I launched the National Cricket programme in 1990, set up the World Blind Cricket Council in 1996 and organized the first ever World Cup in 1998 which now happens every 4 years. In 2007, I handed over the management and promotion of the game to a younger team. In December 2014, the Indian blind cricket team for the first time lifted the World Cup. The nation took notice of the game. Prime Minister Modi invited the team home and felicitated the players. TV channels did interviews. Cash awards were announced. I was thrilled. A project that I had conceived and launched finally seemed to have come of age. I am no longer involved with the game but the game moves on carrying forward the dreams and aspirations of a new generation.

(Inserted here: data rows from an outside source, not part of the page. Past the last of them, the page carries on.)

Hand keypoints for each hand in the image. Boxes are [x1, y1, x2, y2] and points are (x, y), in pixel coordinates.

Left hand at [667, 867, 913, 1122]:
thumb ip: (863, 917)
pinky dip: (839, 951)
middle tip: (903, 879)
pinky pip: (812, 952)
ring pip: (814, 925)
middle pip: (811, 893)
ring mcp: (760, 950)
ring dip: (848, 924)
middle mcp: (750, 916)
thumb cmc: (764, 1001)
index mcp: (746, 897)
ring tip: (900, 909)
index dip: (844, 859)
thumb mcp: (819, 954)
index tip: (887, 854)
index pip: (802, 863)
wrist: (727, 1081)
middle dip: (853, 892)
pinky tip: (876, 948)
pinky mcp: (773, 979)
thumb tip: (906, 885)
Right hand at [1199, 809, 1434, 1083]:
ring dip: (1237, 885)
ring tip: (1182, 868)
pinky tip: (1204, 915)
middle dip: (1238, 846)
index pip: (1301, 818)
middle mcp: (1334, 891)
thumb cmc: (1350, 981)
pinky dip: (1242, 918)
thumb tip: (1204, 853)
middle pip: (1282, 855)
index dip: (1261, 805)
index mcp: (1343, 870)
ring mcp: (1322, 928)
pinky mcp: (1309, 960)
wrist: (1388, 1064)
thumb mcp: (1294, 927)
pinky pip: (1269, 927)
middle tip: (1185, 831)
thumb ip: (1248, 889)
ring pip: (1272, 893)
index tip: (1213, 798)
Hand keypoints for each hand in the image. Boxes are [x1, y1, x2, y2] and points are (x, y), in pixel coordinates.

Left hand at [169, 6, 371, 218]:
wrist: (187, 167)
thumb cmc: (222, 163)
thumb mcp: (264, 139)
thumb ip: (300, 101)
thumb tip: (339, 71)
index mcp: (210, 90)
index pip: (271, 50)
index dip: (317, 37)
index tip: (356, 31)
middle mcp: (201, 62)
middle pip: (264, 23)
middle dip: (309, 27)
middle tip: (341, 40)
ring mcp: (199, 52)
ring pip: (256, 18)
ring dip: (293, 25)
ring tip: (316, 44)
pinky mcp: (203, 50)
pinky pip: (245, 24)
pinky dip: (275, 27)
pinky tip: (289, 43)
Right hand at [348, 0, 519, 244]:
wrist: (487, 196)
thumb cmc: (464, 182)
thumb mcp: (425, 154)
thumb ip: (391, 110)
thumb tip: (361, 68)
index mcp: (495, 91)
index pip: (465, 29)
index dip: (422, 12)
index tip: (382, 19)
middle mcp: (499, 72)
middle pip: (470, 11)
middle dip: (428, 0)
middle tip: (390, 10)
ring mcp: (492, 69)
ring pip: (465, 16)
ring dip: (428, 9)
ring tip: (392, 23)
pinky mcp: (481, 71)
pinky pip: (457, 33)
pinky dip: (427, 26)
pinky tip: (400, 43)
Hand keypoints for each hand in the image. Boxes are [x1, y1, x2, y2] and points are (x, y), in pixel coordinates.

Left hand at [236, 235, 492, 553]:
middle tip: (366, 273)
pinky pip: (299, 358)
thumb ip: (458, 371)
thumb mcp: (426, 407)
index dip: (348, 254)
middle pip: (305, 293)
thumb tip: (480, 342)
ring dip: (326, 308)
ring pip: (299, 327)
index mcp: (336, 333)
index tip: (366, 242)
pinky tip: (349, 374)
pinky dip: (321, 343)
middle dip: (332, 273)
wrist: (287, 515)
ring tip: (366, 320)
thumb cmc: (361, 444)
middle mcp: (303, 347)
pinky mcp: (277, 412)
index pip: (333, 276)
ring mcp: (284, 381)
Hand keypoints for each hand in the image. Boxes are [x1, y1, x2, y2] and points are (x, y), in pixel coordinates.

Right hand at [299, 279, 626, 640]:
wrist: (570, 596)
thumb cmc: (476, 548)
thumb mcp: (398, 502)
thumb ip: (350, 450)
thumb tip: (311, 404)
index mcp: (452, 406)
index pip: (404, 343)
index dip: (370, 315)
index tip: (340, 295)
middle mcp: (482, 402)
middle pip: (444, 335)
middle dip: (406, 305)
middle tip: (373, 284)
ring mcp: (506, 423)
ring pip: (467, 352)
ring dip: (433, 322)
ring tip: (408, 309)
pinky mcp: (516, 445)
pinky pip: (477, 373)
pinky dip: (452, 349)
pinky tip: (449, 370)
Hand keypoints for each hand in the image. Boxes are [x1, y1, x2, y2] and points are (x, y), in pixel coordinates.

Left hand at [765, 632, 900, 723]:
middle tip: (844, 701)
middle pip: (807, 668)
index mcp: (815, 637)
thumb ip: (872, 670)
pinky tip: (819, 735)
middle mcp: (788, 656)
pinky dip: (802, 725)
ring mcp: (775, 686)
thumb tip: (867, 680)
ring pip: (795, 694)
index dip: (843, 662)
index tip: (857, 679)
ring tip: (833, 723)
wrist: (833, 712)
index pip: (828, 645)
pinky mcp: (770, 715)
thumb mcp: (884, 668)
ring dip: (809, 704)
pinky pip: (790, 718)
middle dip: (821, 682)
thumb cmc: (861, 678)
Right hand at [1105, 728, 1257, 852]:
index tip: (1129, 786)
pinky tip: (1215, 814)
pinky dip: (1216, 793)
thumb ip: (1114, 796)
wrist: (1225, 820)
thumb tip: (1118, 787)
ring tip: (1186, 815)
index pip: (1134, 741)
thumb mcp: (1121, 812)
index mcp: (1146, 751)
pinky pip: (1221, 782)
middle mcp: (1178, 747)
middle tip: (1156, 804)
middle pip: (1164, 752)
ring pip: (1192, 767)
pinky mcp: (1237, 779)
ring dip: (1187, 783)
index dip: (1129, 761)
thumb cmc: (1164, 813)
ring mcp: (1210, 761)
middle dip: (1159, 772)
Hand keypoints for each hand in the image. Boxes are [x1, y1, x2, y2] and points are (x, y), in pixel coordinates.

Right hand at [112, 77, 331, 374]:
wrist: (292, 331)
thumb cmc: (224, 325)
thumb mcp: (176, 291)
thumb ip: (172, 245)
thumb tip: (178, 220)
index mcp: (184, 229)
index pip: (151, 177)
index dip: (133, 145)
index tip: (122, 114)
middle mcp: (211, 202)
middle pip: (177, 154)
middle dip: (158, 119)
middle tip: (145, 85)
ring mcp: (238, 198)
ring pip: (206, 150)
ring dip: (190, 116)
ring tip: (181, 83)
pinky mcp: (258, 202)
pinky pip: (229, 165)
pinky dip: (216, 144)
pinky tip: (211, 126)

Though a majority of blind and visually impaired citizens of the country presently live in the margins of our society and economy, the few success stories clearly establish that they are a potential Human Resource. It is time to look at them in that light. Our perspective needs to shift from merely providing for them to investing in them. There is an urgent need for investing and upgrading the education that the blind child receives. It might be difficult to setup an inclusive schooling system but the special schools can certainly be upgraded. There is a great need for quality teachers who deliver learning with passion and purpose. These blind children need to grow up with dreams and desires to be part of the mainstream rather than to be reconciled to a reserved position in the Public Sector. Accessibility and Universal Design have to become part of the DNA of all planning, design and creation. For all this to happen, there is need for an ongoing and consistent conversation in the public domain that spreads an awareness and comfort level for all stakeholders to start accepting the idea of a mainstream with all its diversity.

This article first appeared in the IMI Konnect Volume 5 (6) 2016 (Special Issue)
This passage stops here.